* INSTRUCTIONS FOR THE TASK *
Examine each line of the data. Copy the line if it includes the word "bridge".

* SUPPLIED INFORMATION *
=====
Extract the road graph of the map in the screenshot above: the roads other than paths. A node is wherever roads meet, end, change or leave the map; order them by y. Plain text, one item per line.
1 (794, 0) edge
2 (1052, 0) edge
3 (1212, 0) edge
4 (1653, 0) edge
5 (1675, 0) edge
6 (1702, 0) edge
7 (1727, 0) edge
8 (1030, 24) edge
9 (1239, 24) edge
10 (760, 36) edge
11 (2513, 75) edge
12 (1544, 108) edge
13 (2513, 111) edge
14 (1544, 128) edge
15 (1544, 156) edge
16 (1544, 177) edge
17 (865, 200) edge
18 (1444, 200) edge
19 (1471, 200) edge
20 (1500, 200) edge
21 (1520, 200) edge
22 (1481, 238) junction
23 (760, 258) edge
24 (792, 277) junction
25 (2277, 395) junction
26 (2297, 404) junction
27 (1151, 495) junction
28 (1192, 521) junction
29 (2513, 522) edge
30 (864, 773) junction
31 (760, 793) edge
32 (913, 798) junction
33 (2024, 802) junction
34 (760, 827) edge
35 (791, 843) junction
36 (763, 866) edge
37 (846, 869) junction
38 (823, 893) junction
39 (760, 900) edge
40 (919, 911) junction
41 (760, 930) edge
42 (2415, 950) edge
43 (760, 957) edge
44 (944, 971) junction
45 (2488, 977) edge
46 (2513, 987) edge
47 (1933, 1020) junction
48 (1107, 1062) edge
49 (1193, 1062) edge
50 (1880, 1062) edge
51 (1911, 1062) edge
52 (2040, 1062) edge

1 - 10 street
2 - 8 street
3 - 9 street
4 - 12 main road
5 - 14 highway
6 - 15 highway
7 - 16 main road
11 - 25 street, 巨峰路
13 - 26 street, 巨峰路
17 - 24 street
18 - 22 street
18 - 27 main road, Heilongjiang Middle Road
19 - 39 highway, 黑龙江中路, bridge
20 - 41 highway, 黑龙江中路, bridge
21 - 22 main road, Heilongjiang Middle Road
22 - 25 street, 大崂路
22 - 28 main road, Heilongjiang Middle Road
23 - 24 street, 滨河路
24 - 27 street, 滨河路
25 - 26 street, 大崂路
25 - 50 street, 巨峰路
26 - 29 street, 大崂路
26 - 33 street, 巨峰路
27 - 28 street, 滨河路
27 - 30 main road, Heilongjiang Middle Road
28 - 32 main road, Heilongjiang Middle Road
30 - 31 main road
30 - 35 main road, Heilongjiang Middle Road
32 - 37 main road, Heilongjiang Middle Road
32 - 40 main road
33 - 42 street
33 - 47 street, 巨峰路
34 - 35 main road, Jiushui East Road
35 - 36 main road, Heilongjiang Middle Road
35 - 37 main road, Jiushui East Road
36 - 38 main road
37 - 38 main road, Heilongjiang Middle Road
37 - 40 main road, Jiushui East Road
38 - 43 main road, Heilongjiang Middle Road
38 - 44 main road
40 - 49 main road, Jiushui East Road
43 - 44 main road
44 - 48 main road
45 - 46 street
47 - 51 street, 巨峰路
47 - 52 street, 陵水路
=====
* WRITTEN SOLUTION *
19 - 39 highway, 黑龙江中路, bridge
20 - 41 highway, 黑龙江中路, bridge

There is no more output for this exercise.